928 S.W.2d 385 | Mo. Ct. App. | 1996
Michael Church (Movant) pleaded guilty to the Class D felony of attempted stealing pursuant to § 570.030, RSMo 1994. He was sentenced to five years in the Missouri Department of Corrections. From this plea and sentence, Movant filed his Rule 24.035 motion for posteonviction relief. After an evi-dentiary hearing, the court denied his motion.
Movant appeals the denial of his Rule 24.035 motion. He claims he was denied effective assistance of counsel in that counsel led Movant to believe that he would receive drug treatment if he pled guilty. Movant also contends that counsel misinformed him that the state of Oklahoma could not file a detainer against him on his escape charge from that state.
Review of a postconviction motion is limited to a determination of whether the motion court clearly erred. Wilhite v. State, 845 S.W.2d 592, 594 (Mo.App.1992). The motion court’s findings of facts and conclusions of law are presumed correct, State v. Rice, 887 S.W.2d 425, 427 (Mo.App.1994), and will be deemed clearly erroneous only if a full review of the record leaves this Court with a definite and firm impression that a mistake has been made. Wilhite, 845 S.W.2d at 594.
To prevail on a claim of ineffective assistance of counsel defendant must show that counsel failed to provide reasonably effective assistance and that defendant was thereby prejudiced. Strickland v. Washington, 466 U.S. 668, 687, 104 S.Ct. 2052, 2064, 80 L.Ed.2d 674 (1984).

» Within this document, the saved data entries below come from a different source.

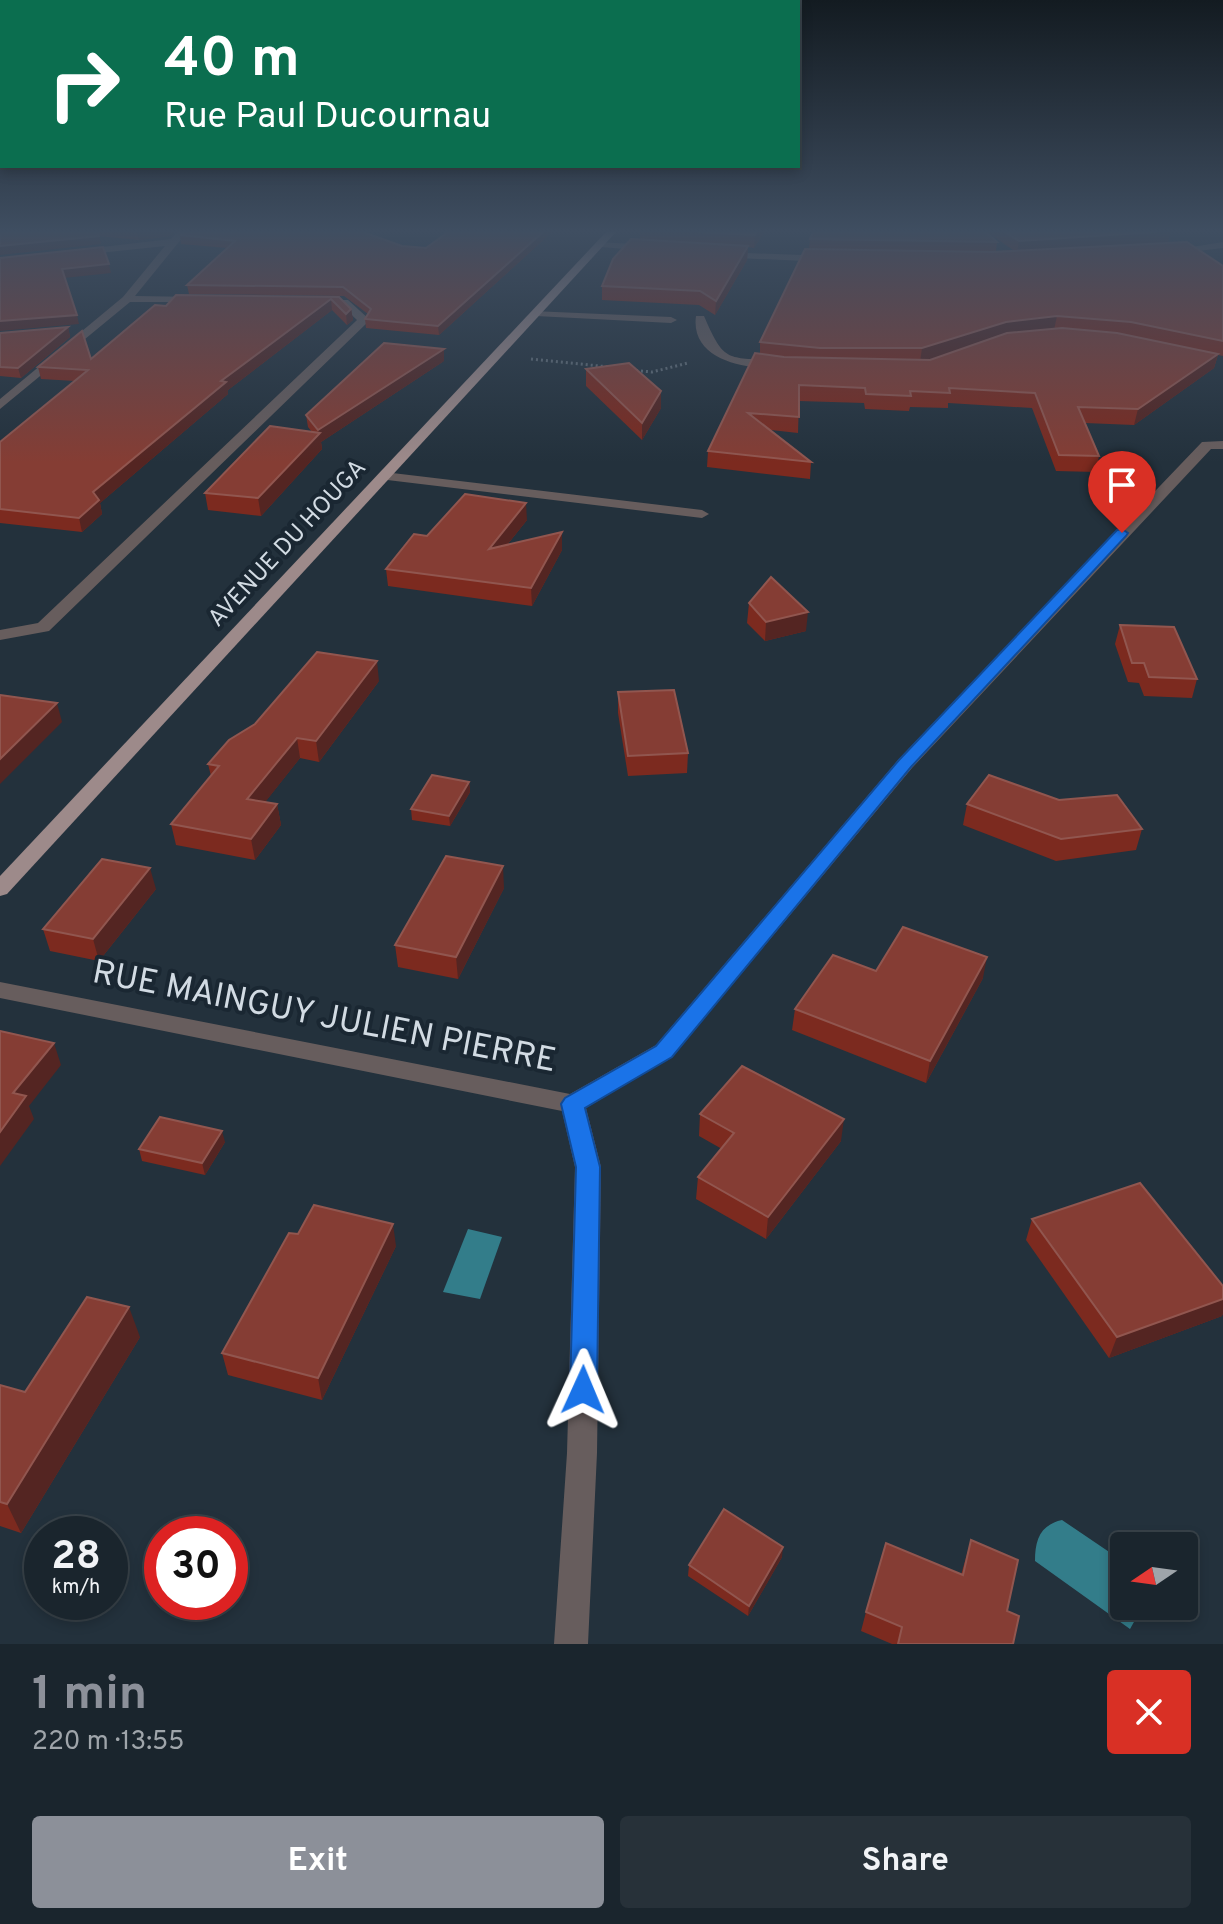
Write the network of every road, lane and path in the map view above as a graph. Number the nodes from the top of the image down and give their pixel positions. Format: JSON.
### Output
{"nodes":[{"id":1,"x":115,"y":309,"type":"edge"},
{"id":2,"x":351,"y":309,"type":"edge"},
{"id":3,"x":540,"y":309,"type":"edge"},
{"id":4,"x":536,"y":313,"type":"junction"},
{"id":5,"x":700,"y":318,"type":"dead end"},
{"id":6,"x":671,"y":320,"type":"dead end"},
{"id":7,"x":68,"y":329,"type":"edge"},
{"id":8,"x":90,"y":329,"type":"junction"},
{"id":9,"x":720,"y":355,"type":"junction"},
{"id":10,"x":496,"y":356,"type":"junction"},
{"id":11,"x":791,"y":365,"type":"edge"},
{"id":12,"x":0,"y":405,"type":"edge"},
{"id":13,"x":1223,"y":431,"type":"edge"},
{"id":14,"x":1215,"y":445,"type":"edge"},
{"id":15,"x":384,"y":476,"type":"junction"},
{"id":16,"x":702,"y":514,"type":"dead end"},
{"id":17,"x":0,"y":635,"type":"edge"},
{"id":18,"x":0,"y":889,"type":"edge"},
{"id":19,"x":0,"y":990,"type":"edge"},
{"id":20,"x":573,"y":1104,"type":"junction"},
{"id":21,"x":571,"y":1644,"type":"edge"}],
"edges":[{"from":1,"to":8,"type":"street"},
{"from":2,"to":17,"type":"street"},
{"from":3,"to":4,"type":"main road","name":"AVENUE DU HOUGA"},
{"from":4,"to":6,"type":"street"},
{"from":4,"to":10,"type":"main road","name":"AVENUE DU HOUGA"},
{"from":5,"to":9,"type":"street"},
{"from":7,"to":8,"type":"street"},
{"from":8,"to":12,"type":"street"},
{"from":9,"to":10,"type":"path"},
{"from":9,"to":11,"type":"street"},
{"from":10,"to":15,"type":"main road","name":"AVENUE DU HOUGA"},
{"from":13,"to":14,"type":"street"},
{"from":14,"to":20,"type":"street"},
{"from":15,"to":16,"type":"street"},
{"from":15,"to":18,"type":"main road","name":"AVENUE DU HOUGA"},
{"from":19,"to":20,"type":"street","name":"RUE MAINGUY JULIEN PIERRE"},
{"from":20,"to":21,"type":"street","name":"RUE MAINGUY JULIEN PIERRE"}]}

Absent a showing to the contrary, counsel is presumed to have provided effective assistance. Wilhite, 845 S.W.2d at 594-95. Movant must prove by a preponderance of the evidence that his counsel was ineffective. Id. at 594. “[O]nce a guilty plea is entered, the adequacy of representation becomes immaterial except to the extent that the ineffectiveness of counsel bears on the issue of the voluntary nature and understanding of the plea.” State v. Rahberger, 747 S.W.2d 724, 725 (Mo.App. 1988); see also Hagan v. State, 836 S.W.2d 459, 463 (Mo. banc 1992). When a movant claims his plea was involuntary because he was misled by counsel, the test is whether movant’s belief was reasonable. Torrence v. State, 861 S.W.2d 149, 150 (Mo.App.1993). In order to satisfy the prejudice prong of the Strickland analysis, movant must demonstrate that, but for the errors of counsel, he would not have pleaded guilty and would have insisted on going to trial. Hagan, 836 S.W.2d at 464.

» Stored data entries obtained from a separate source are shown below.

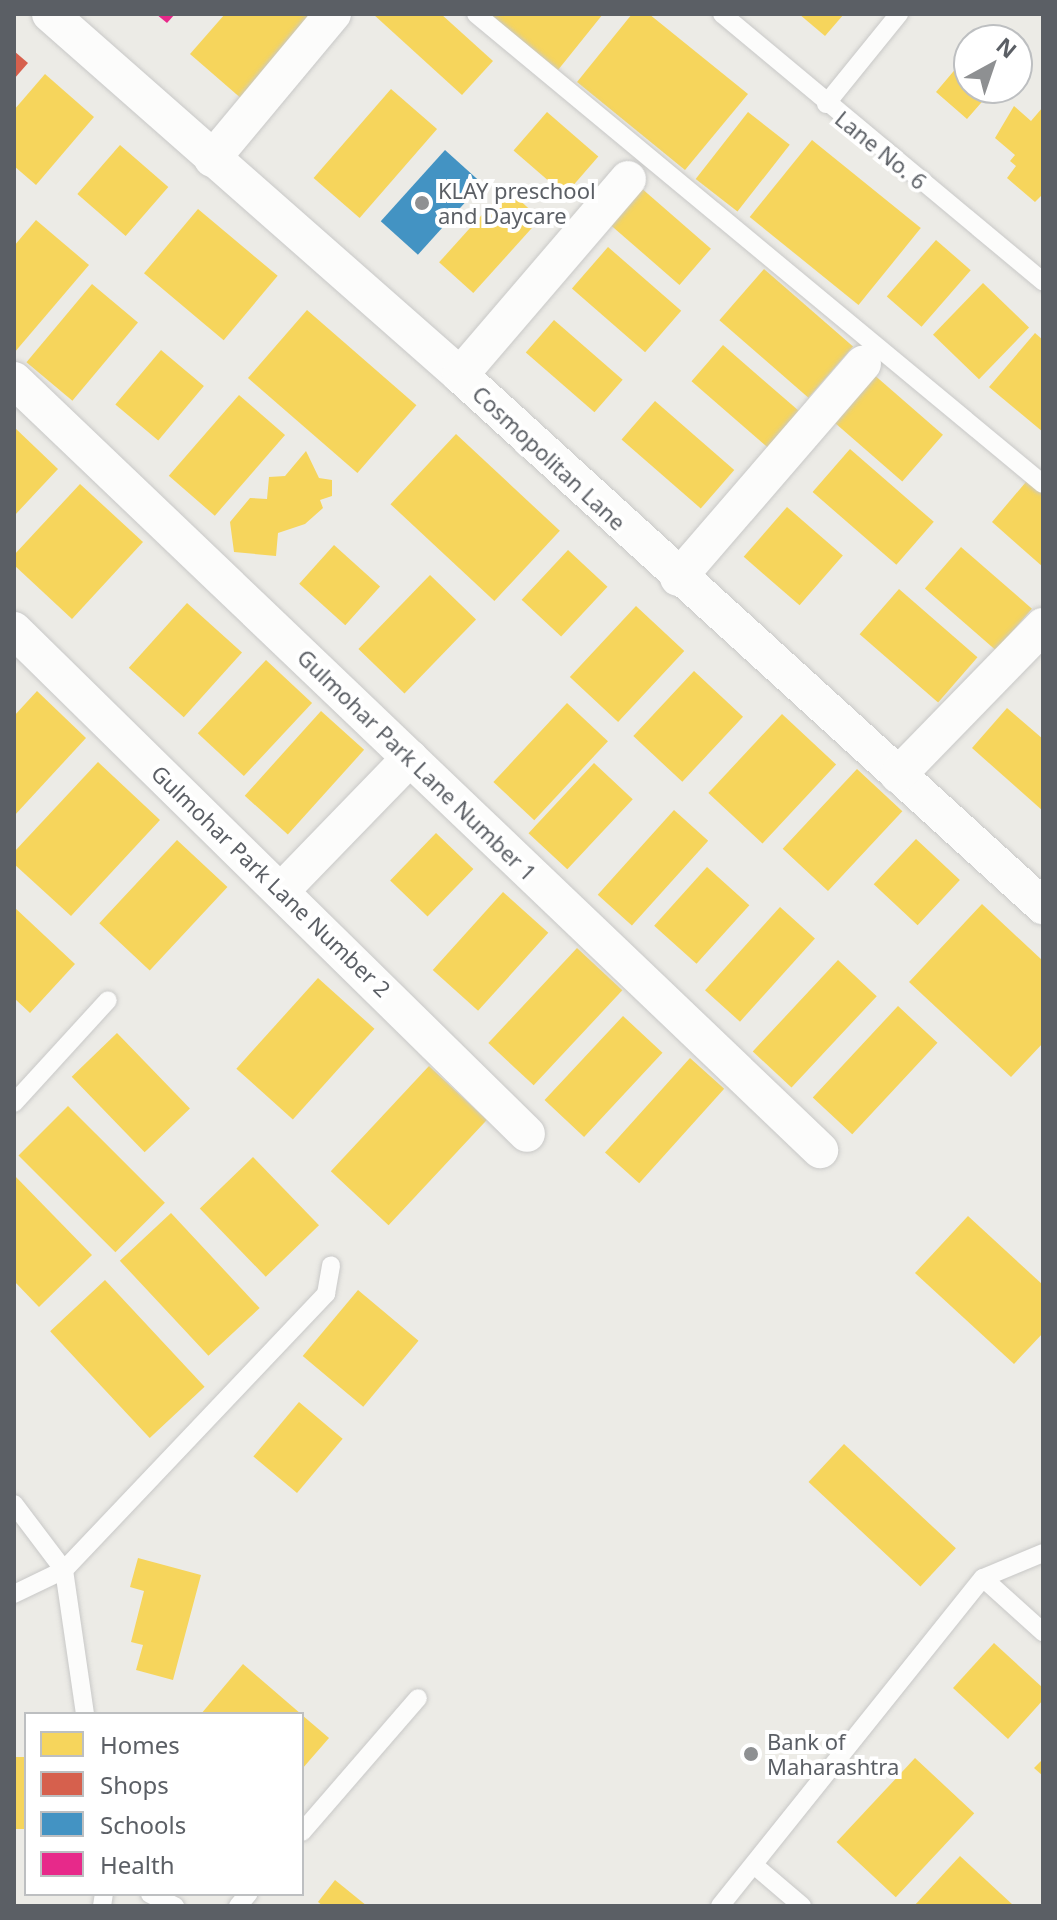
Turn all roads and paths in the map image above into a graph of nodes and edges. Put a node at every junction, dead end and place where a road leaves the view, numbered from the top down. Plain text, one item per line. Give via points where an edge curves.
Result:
1 (50, 14) edge
2 (333, 14) edge
3 (476, 14) edge
4 (722, 14) edge
5 (899, 14) edge
6 (826, 104) junction
7 (212, 159) junction
8 (628, 179) dead end
9 (1043, 281) edge
10 (863, 364) dead end
11 (460, 375) junction
12 (14, 380) edge
13 (1043, 484) edge
14 (678, 578) junction
15 (1043, 626) edge
16 (14, 630) edge
17 (410, 758) junction
18 (898, 775) junction
19 (282, 890) junction
20 (1043, 906) edge
21 (108, 1000) dead end
22 (14, 1103) edge
23 (527, 1134) dead end
24 (820, 1150) dead end
25 (331, 1265) dead end
26 (14, 1504) edge
27 (1043, 1553) edge
28 (64, 1570) junction
29 (983, 1578) junction
30 (14, 1594) edge
31 (1043, 1632) edge
32 (418, 1698) dead end
33 (85, 1712) edge
34 (304, 1830) edge
35 (754, 1865) junction
36 (154, 1896) edge
37 (175, 1906) edge
38 (720, 1906) edge
39 (802, 1906) edge

1 - 7 street, Cosmopolitan Lane
2 - 7 street
3 - 13 lane
4 - 6 lane, Lane No. 6
5 - 6 lane
6 - 9 lane, Lane No. 6
7 - 11 street, Cosmopolitan Lane
8 - 11 street
10 - 14 street
11 - 14 street, Cosmopolitan Lane
12 - 17 street, Gulmohar Park Lane Number 1
14 - 18 street, Cosmopolitan Lane
15 - 18 street
16 - 19 street, Gulmohar Park Lane Number 2
17 - 19 street
17 - 24 street, Gulmohar Park Lane Number 1
18 - 20 street, Cosmopolitan Lane
19 - 23 street, Gulmohar Park Lane Number 2
21 - 22 lane
25 - 28 lane via 326,1294
26 - 28 lane
27 - 29 lane
28 - 30 lane
28 - 33 lane
29 - 31 lane
29 - 35 lane
32 - 34 lane
35 - 38 lane
35 - 39 lane
36 - 37 lane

Movant was first charged with the Class C felony of stealing more than $150 by deceit. During the plea hearing, it was discovered that insufficient facts existed to support this charge and the charge was amended to the Class D felony of attempted stealing. Mov-ant then accepted the state’s offer of a plea bargain. Pursuant to the plea bargain, the state agreed to recommend a five-year sentence and to dismiss three other charges pending against Movant. After questioning Movant at length about the plea, the motion court accepted Movant’s guilty plea.

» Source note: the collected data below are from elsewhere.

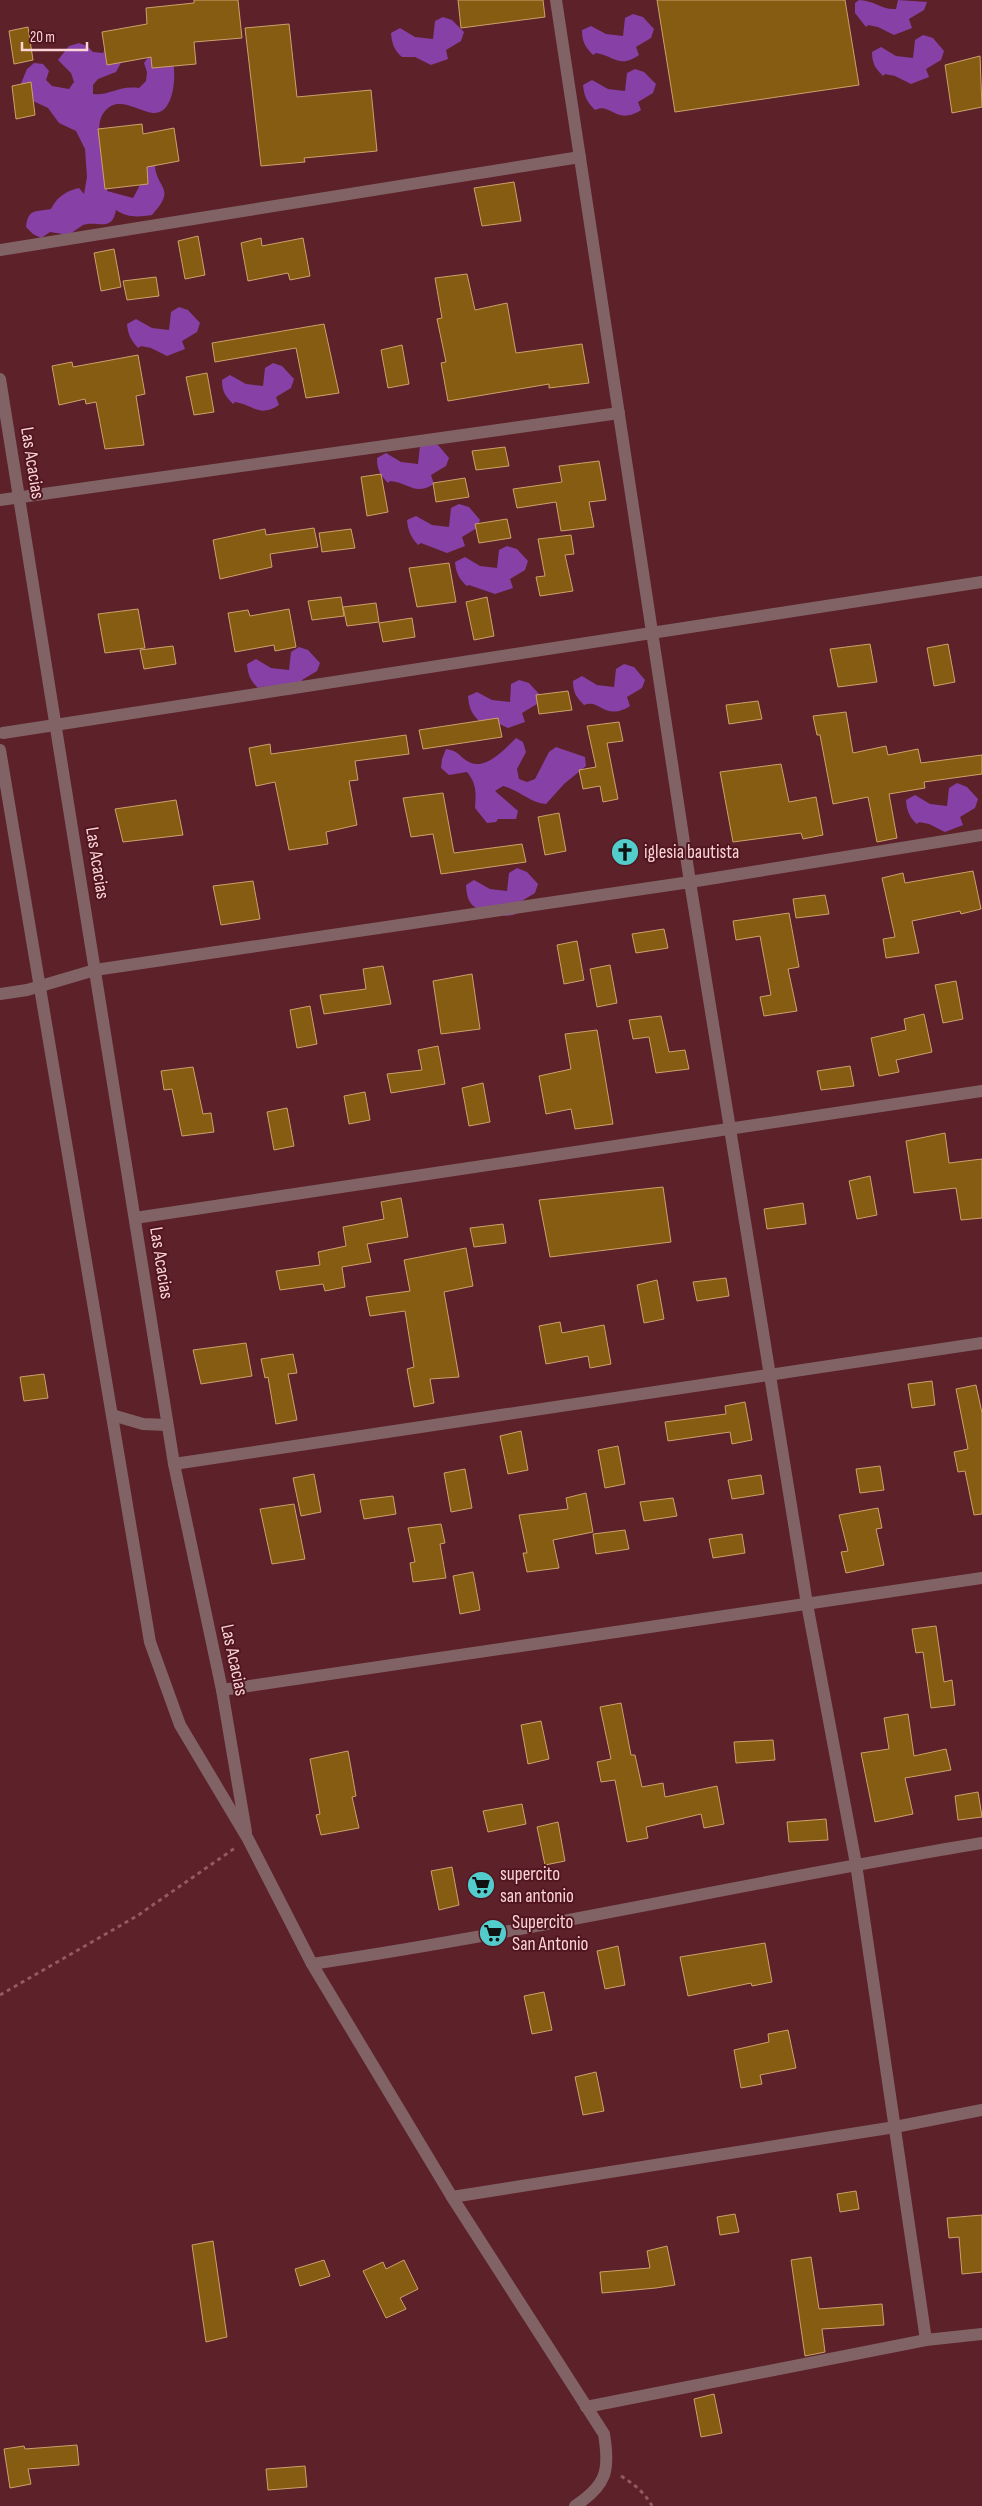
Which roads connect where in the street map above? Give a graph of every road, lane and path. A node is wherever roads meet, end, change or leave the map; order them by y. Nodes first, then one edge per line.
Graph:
1 (556, 0) edge
2 (580, 157) junction
3 (0, 250) edge
4 (0, 379) edge
5 (619, 413) junction
6 (19, 497) junction
7 (0, 500) edge
8 (982, 582) edge
9 (652, 634) junction
10 (56, 725) junction
11 (3, 733) dead end
12 (0, 750) edge
13 (982, 835) edge
14 (690, 882) junction
15 (95, 970) junction
16 (40, 986) junction
17 (0, 994) edge
18 (982, 1091) edge
19 (730, 1129) junction
20 (135, 1218) junction
21 (982, 1343) edge
22 (770, 1375) junction
23 (112, 1415) junction
24 (167, 1425) junction
25 (174, 1464) junction
26 (982, 1578) edge
27 (807, 1604) junction
28 (222, 1690) junction
29 (248, 1839) junction
30 (982, 1843) edge
31 (856, 1864) junction
32 (312, 1964) junction
33 (0, 1995) edge
34 (982, 2110) edge
35 (895, 2127) junction
36 (452, 2197) junction
37 (982, 2334) edge
38 (926, 2340) junction
39 (586, 2407) junction
40 (607, 2469) junction
41 (575, 2506) edge
42 (652, 2506) edge

1 - 2 street
2 - 3 street
2 - 5 street
4 - 6 street, Las Acacias
5 - 6 street
5 - 9 street
6 - 7 street
6 - 10 street, Las Acacias
8 - 9 street
9 - 10 street
9 - 14 street
10 - 11 street
10 - 15 street, Las Acacias
12 - 16 street
13 - 14 street
14 - 15 street
14 - 19 street
15 - 16 street
15 - 20 street, Las Acacias
16 - 17 street
16 - 23 street
18 - 19 street
19 - 20 street
19 - 22 street
20 - 24 street, Las Acacias
21 - 22 street
22 - 25 street
22 - 27 street
23 - 24 street
23 - 29 street
24 - 25 street, Las Acacias
25 - 28 street, Las Acacias
26 - 27 street
27 - 28 street
27 - 31 street
28 - 29 street, Las Acacias
29 - 32 street
29 - 33 path
30 - 31 street
31 - 32 street
31 - 35 street
32 - 36 street
34 - 35 street
35 - 36 street
35 - 38 street
36 - 39 street
37 - 38 street
38 - 39 street
39 - 40 street
40 - 41 street
40 - 42 path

Movant then filed his Rule 24.035 motion alleging ineffective assistance of counsel and an evidentiary hearing was held. The only evidence submitted by Movant in support of the allegations contained in the motion was his own deposition.
Testifying at the postconviction relief hearing on behalf of the state was Jake Skouby, an attorney that had represented Movant prior to his attorney at the guilty plea hearing.
We first address Movant’s allegation that his attorney informed him he would receive drug treatment as part of the plea bargain. Movant asserts that he was willing to accept a seven-year sentence in order to receive the cocaine treatment program. However, the following exchange took place at the hearing:
COURT: And look at the second page, paragraph 11 there, you’ll find a statement as to the range of punishment for a Class D Felony. Would you read that out loud to me?
MOVANT: Who, me?
COURT: Yes, go ahead.
MOVANT: It says; my lawyer informed me that the range of punishment which the law provides is 1 to 5 years imprisonment, or one day to 12 months in the county jail, or a fine not exceeding $5,000, or both the fine and confinement in jail.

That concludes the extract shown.